_MATERIAL FOR THE TASK_:
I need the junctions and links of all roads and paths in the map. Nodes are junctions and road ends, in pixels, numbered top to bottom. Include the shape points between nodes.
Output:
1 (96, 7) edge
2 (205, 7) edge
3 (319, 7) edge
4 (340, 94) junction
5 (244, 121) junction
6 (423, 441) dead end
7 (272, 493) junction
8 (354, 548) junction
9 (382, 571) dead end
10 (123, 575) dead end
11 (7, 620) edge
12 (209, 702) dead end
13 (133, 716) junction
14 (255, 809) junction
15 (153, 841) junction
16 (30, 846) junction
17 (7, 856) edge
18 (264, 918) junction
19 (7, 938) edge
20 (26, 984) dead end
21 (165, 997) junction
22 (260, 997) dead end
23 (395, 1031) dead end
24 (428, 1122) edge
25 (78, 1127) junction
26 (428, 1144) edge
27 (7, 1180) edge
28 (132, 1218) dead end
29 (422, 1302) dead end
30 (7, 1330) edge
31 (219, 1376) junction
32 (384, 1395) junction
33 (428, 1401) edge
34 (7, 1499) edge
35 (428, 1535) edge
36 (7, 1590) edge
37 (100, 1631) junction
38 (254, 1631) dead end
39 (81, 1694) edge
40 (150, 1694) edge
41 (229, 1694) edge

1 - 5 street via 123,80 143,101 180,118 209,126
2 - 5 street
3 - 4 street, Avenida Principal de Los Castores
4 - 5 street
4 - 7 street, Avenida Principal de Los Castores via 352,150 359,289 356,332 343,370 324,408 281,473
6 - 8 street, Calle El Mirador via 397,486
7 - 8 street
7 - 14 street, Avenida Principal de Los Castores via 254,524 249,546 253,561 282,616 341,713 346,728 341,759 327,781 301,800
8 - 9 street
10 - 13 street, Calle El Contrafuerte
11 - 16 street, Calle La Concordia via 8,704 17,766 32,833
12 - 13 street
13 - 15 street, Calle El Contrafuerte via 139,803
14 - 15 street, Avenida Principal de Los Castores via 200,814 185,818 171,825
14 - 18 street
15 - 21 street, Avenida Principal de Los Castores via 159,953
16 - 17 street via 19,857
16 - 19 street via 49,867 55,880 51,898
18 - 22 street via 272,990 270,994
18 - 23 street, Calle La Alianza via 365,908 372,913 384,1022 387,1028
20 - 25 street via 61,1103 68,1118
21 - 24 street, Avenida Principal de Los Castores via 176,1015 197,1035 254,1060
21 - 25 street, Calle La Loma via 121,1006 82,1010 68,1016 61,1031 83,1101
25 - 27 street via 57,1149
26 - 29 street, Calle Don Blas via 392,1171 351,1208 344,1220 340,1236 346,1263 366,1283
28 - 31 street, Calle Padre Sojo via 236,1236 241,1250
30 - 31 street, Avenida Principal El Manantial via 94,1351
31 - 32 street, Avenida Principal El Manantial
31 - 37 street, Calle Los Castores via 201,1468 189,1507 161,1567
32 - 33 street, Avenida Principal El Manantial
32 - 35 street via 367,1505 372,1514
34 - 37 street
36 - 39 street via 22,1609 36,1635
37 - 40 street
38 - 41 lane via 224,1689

_WORK INSTRUCTION_: All lines with the word "dead" must be located in the data and copied.

_WRITTEN ANSWER_:
6 (423, 441) dead end
9 (382, 571) dead end
10 (123, 575) dead end
12 (209, 702) dead end
20 (26, 984) dead end
22 (260, 997) dead end
23 (395, 1031) dead end
28 (132, 1218) dead end
29 (422, 1302) dead end
38 (254, 1631) dead end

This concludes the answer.